La particularité du prix, créé en 2013 par Jean Birnbaum, peu après son arrivée à la tête du Monde des livres et décerné ce soir à L’Agrafe de Maryline Desbiolles, lauréate du prix Femina en 1999 ? « Il vient consacrer un rapport fondateur et originel entre Le Monde et la littérature et pas seulement entre Le Monde et la scène littéraire », explique le patron du supplément littéraire. Le jury est composé de six journalistes du Monde des livres (2e meilleur jour de vente après le supplément M) et de six journalistes d’autres services. « C’est à la fois un instrument de mémoire pour souder un collectif et d’affirmation de notre attachement à la littérature vis-à-vis de l’extérieur et du milieu littéraire. » Quid des ventes ? « Je n’en sais rien car chez nous, l’éditorial prime sur le commercial, assure l’auteur de « L’Éloge de la nuance ». Je me souviens juste que lorsque nous l’avons décerné à Agnès Desarthe en 2015 pour Ce cœur changeant, l’éditeur L’Olivier, nous avait assuré qu’il y avait eu un effet avant/après sur les ventes. » Louis Dreyfus, président du directoire du groupe, confirme : « Nous avons de bons retours des éditeurs, parce qu’ils savent que les lecteurs du Monde sont de gros acheteurs de livres. Mais ce prix s’adresse avant tout à notre lectorat, qui va dans les librairies et aime la littérature. » Jérôme Fenoglio note surtout que « Le prix Le Monde offre une visibilité avec un entretien dans l’édition du lendemain. Mathieu Belezi en 2022 avec Attaquer la Terre et le Soleil (éditions Le Tripode) a ensuite décroché l’un des prix majeurs en France, celui de France Inter. » Un autre titre du groupe rejoint cet automne le club des médias décernant une médaille à un roman avec le lancement ce 18 septembre du Prix littéraire du Nouvel Obs, en partenariat avec Chanel. Il distinguera un premier roman écrit par une femme, choisi par un jury qui mêle journalistes de l’hebdo (Grégoire Leménager, Elisabeth Philippe, Amandine Schmitt et Jérôme Garcin) et personnalités du monde de l’édition avec pour la première édition Marie Ndiaye, Sarah Chiche, Hugo Lindenberg et Charlotte Casiraghi. Le lauréat sera annoncé à La Villette en juin prochain lors du Festival littéraire MOT pour Mots, MOT désignant les initiales des titres Le Monde, l’Obs et Télérama.
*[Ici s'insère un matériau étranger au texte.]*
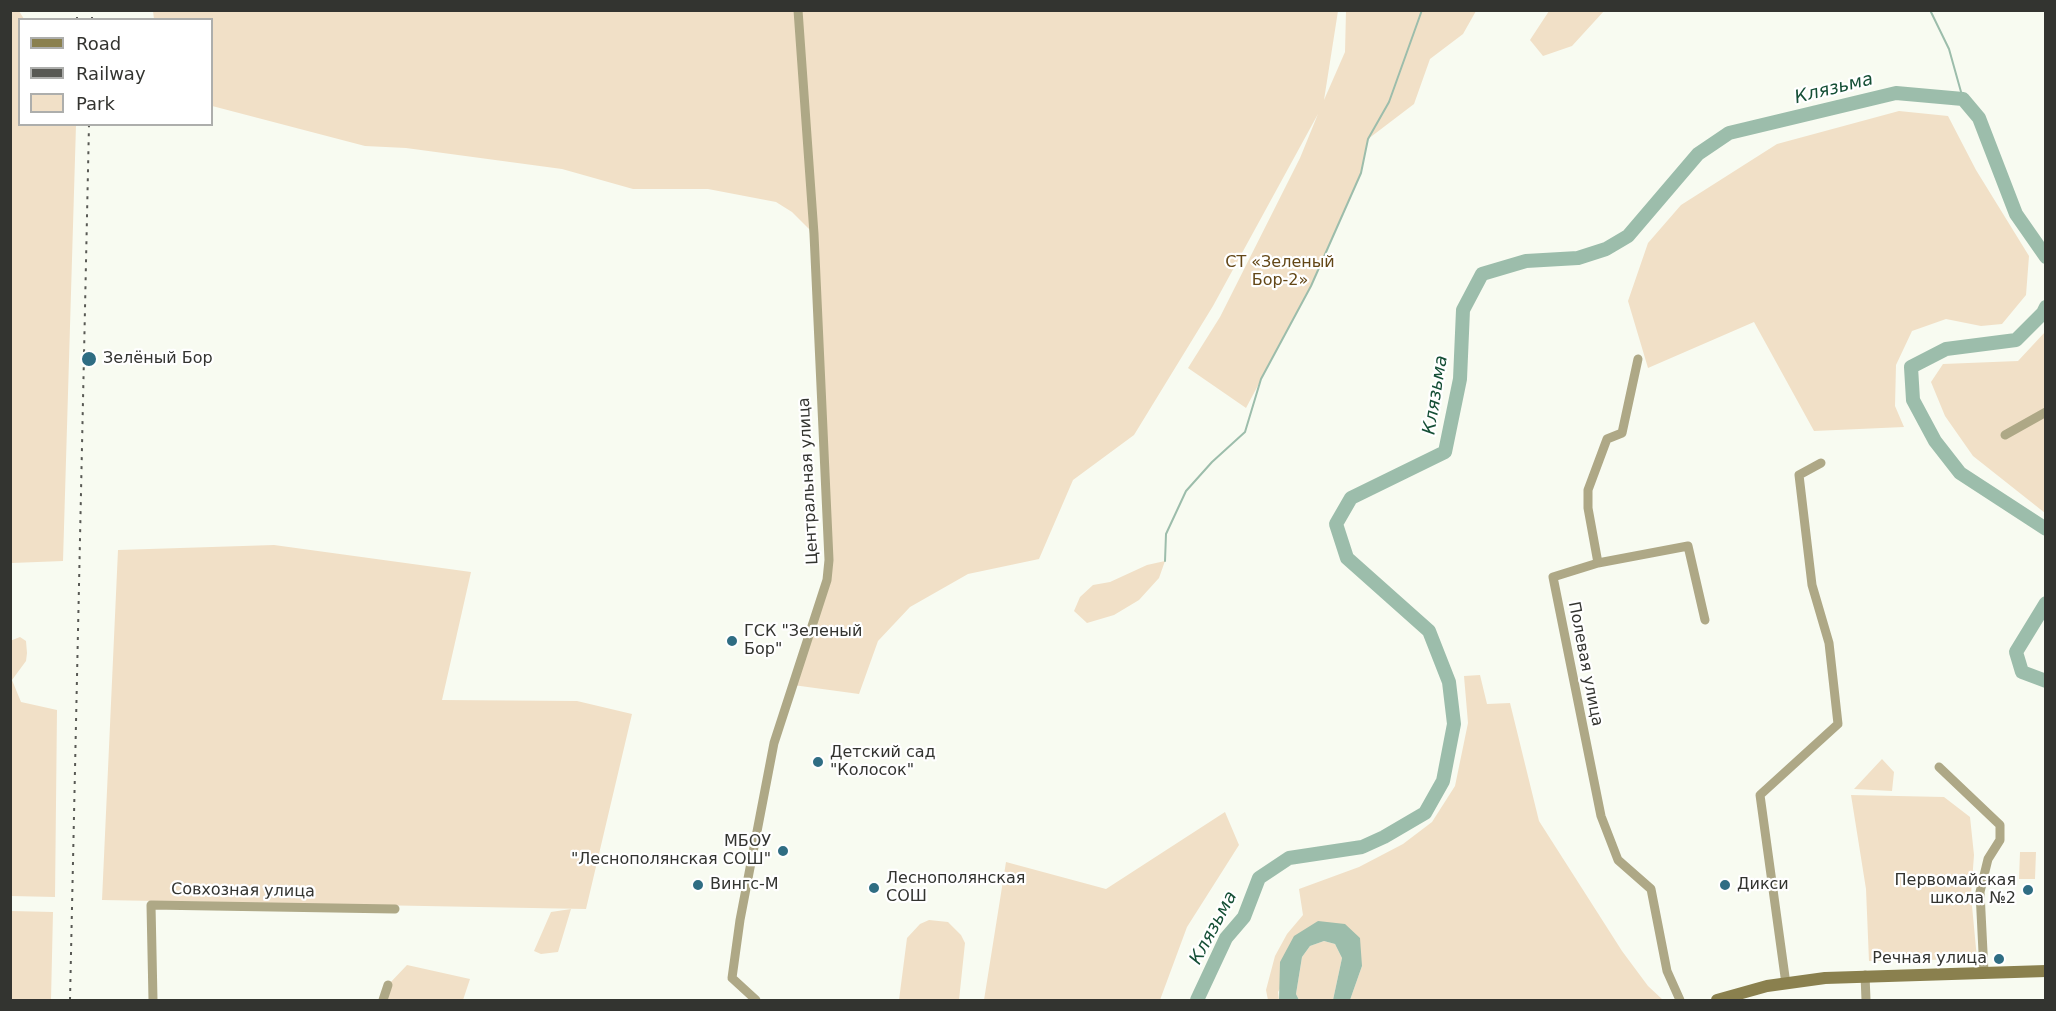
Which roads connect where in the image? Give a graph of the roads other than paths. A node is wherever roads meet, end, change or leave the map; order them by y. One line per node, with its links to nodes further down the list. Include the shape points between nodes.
1 (798, 10): 17 (street, Центральная улица, via 814,234 829,560 827,580 774,743 740,920 732,978)
2 (1638, 359): 6 (street, via 1622,433 1607,439 1588,490)
3 (2046, 412): 4 (street)
4 (2005, 435)
5 (1821, 463): 13 (street, via 1799,475 1812,585 1829,643 1838,724 1760,795)
6 (1598, 563): 7 (street, via 1688,546); 18 (street, Полевая улица, via 1553,577 1601,816 1618,860 1651,889 1667,971)
7 (1705, 620)
8 (1939, 767): 11 (street, via 2000,825 2000,840 1988,859 1980,892)
9 (395, 909): 15 (street, Совхозная улица, via 151,905)
10 (2046, 971): 11 (main road)
11 (1984, 972): 12 (main road)
12 (1865, 975): 13 (main road); 20 (street)
13 (1786, 984): 19 (main road)
14 (388, 985): 16 (street)
15 (153, 1000)
16 (383, 1000)
17 (756, 1000)
18 (1680, 1000)
19 (1717, 1000)
20 (1866, 1000)

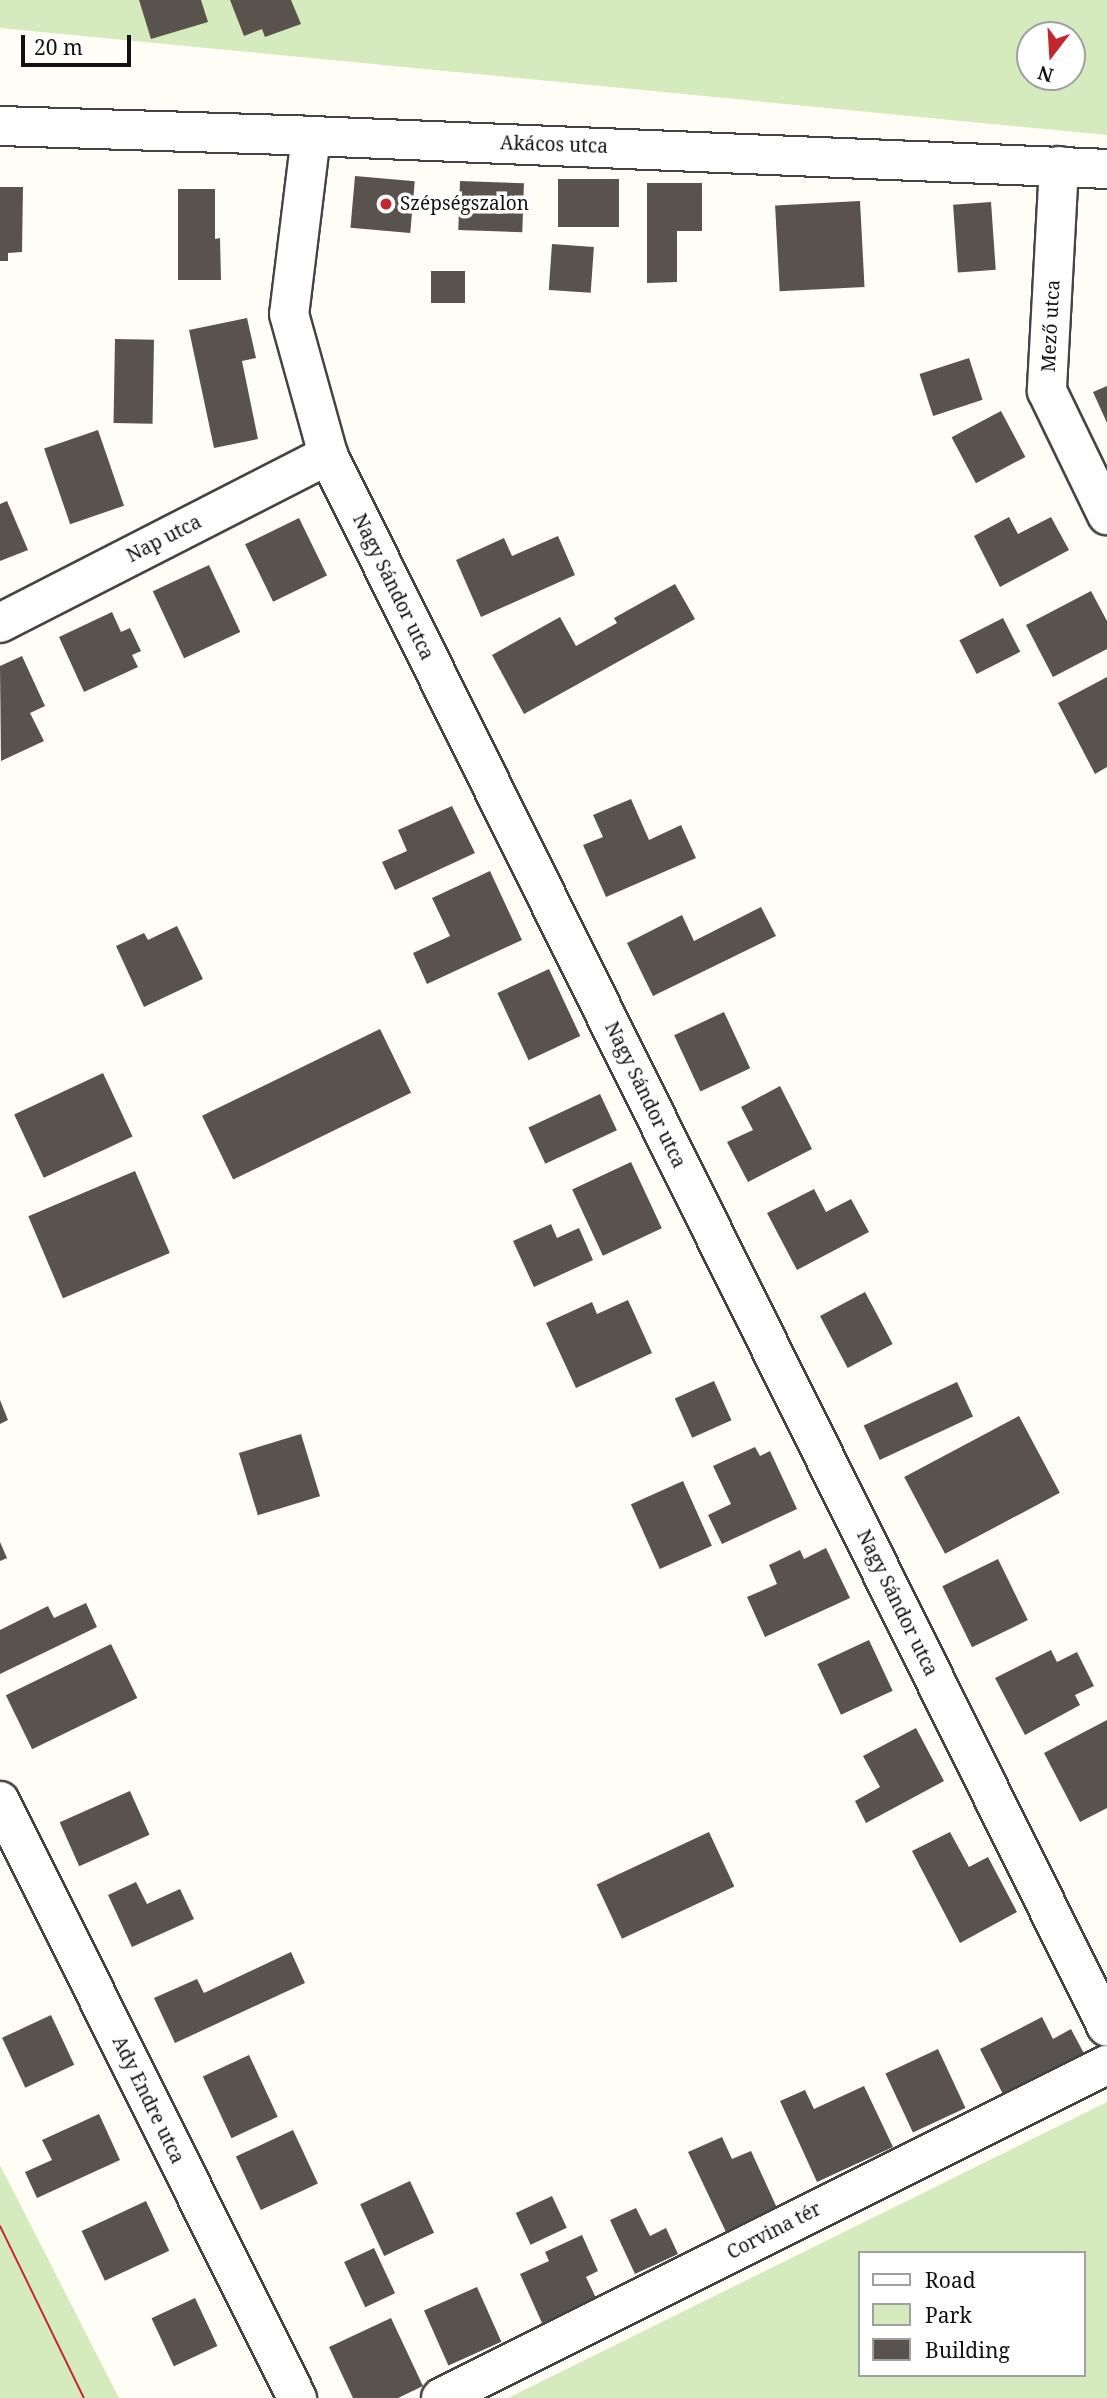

Aux yeux de Marie-Laure Delorme, critique littéraire depuis trente ans, aujourd’hui à Paris Match après l’avoir été pendant 27 ans au Journal du Dimanche, le Graal, « c’est le prix de la radio publique, le plus influent et le plus honnête », comprenez loin des amitiés et des intérêts parfois insidieux entre éditeurs, critiques et médias. Créé il y a cinquante ans, il est piloté par la journaliste Eva Bettan depuis vingt-cinq ans. « Ce prix, on le fait pour le plaisir, la beauté du geste et l’amour du livre », assure-t-elle. Il soumet à un jury dix livres publiés dans l’année en langue française et n’ayant pas obtenu de prix majeur, ces livres étant les préférés de 25 critiques tous supports confondus dont les noms sont tenus secrets pour éviter les pressions des attachés de presse de l’édition. Les jurés ? 24 auditeurs représentant 24 régions, 12 femmes, 12 hommes choisis par un comité de sélection maison à la lecture de la lettre de présentation qu’ils ont envoyé à la radio, qui en reçoit 2 500 environ par édition. Au final, le palmarès, « toujours surprenant », assure Eva Bettan, fait vibrer les auditeurs et les éditeurs « que je vois parfois presque en larmes de n’avoir pas été sélectionnés tant le prix est prescripteur ». Les délibérations se tiennent un dimanche. « On a cessé de faire des prévisions car à chaque fois on se trompait. Les lecteurs ont de l’audace et nous surprennent à chaque fois. » Le lendemain matin, l’heureux élu est invité dans la matinale de Nicolas Demorand avec le président du jury. Pour fêter son demi-siècle d’existence lors de la dernière édition de juin, Isabelle Huppert avait accepté de jouer ce rôle. Que provoque le bandeau rouge « Prix du Livre Inter » sur l’ouvrage distingué ? Des ventes multipliées par six en 2023 pour Attaquer la Terre et le Soleil de Mathieu Belezi, passant de 17 000 à 100 000 exemplaires vendus avec adaptations au théâtre et au cinéma signées et une pleine page dans le New York Times, rendant hommage à la perspicacité du prix. L’année précédente, Antoine Wauters a vu les ventes de son Mahmoud ou la Montée des eaux décoller de 15 000 à 62 000 exemplaires.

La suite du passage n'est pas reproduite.